__SOURCE DATA__:
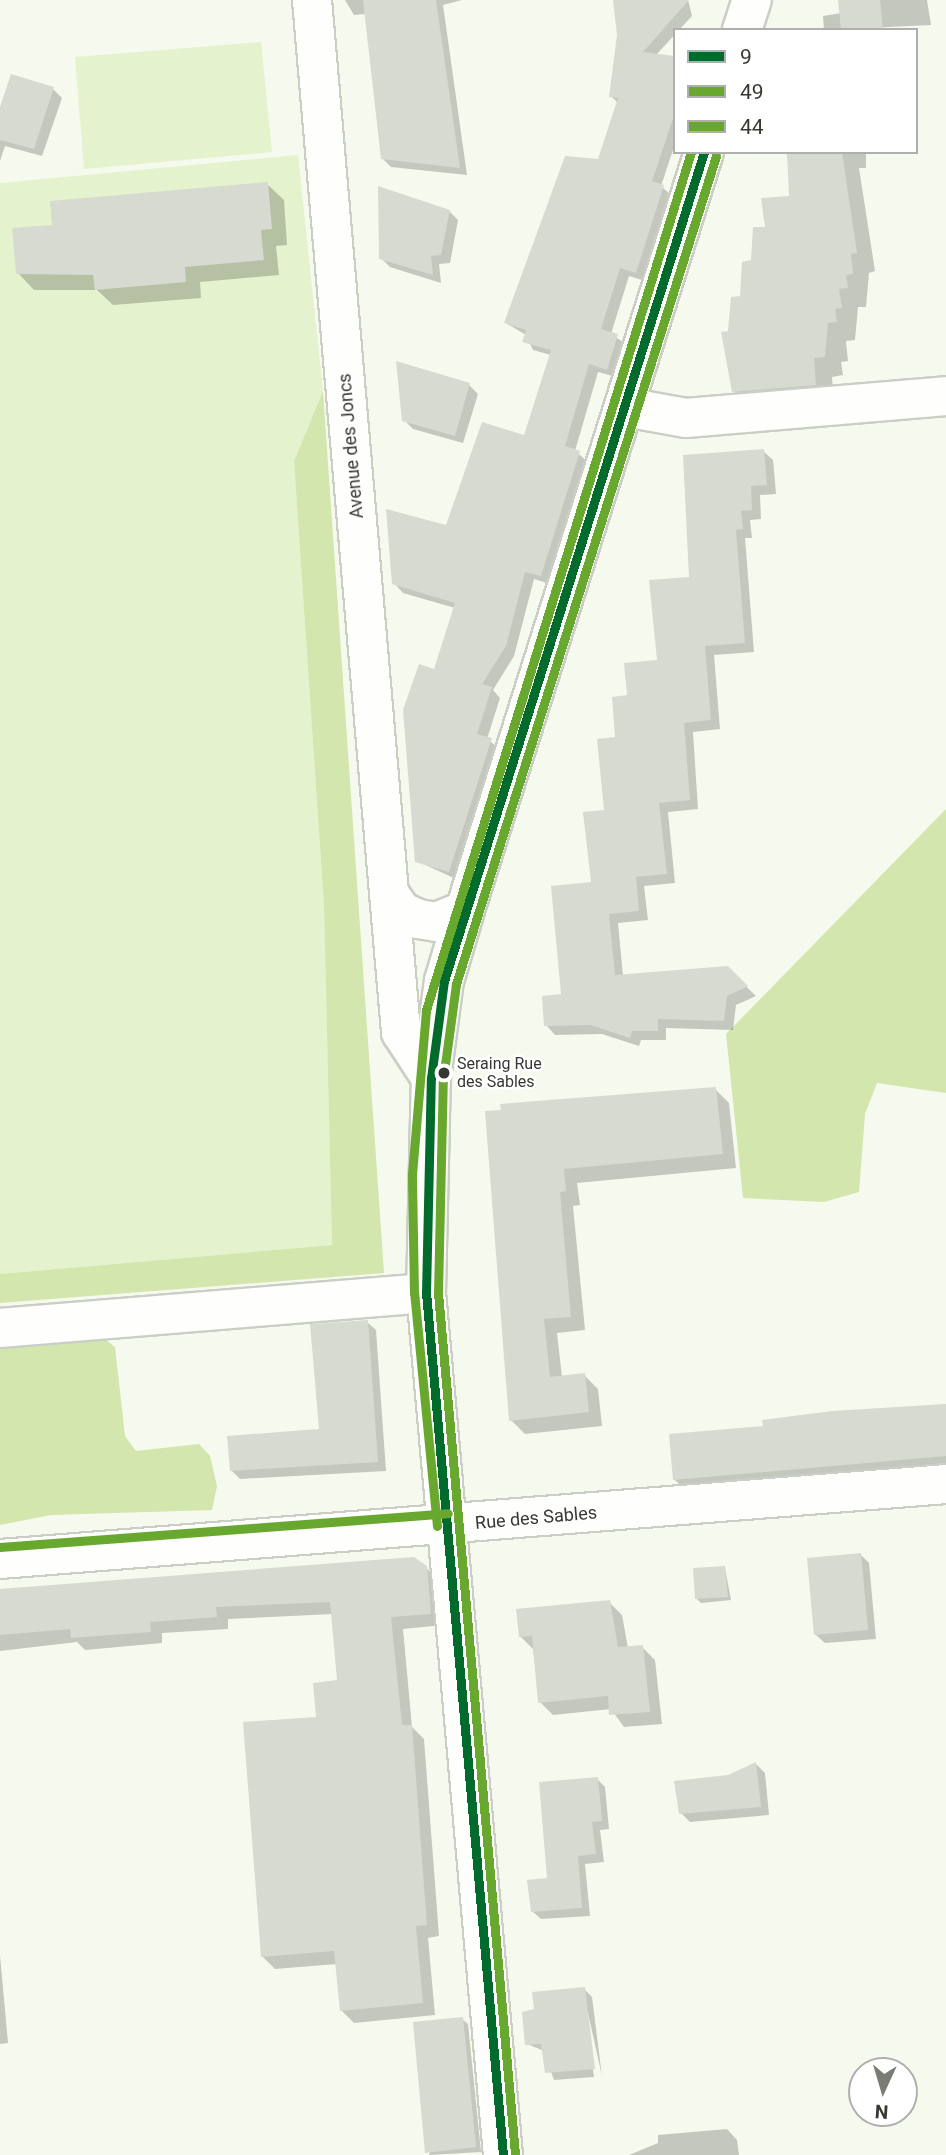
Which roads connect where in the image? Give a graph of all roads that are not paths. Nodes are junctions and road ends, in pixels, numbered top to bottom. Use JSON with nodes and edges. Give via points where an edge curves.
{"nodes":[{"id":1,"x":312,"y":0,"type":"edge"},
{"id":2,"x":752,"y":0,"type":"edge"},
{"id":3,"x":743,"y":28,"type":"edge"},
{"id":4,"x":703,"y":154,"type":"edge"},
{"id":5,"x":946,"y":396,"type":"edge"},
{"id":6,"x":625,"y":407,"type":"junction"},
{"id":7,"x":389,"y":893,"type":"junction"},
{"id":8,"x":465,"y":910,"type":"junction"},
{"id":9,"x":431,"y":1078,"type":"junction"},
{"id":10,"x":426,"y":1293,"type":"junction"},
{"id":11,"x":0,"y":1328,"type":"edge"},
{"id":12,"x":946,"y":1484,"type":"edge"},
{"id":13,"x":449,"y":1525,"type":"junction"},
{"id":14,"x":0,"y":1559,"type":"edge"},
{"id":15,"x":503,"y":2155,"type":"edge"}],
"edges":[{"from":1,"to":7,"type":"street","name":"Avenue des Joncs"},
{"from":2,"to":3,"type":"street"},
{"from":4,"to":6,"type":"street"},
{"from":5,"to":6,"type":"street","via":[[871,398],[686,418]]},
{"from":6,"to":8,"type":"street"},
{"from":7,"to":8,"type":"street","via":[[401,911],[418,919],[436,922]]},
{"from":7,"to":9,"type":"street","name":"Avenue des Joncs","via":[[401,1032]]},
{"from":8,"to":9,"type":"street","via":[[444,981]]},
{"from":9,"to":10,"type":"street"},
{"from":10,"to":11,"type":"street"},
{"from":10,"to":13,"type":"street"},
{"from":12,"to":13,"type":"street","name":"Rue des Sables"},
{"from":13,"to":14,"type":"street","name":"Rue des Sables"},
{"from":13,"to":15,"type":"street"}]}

__WHAT YOU NEED TO DO__: Going through the listing above, please work out how many lines contain the word "Avenue", and give the number alone.

__EXERCISE RESULT__: 2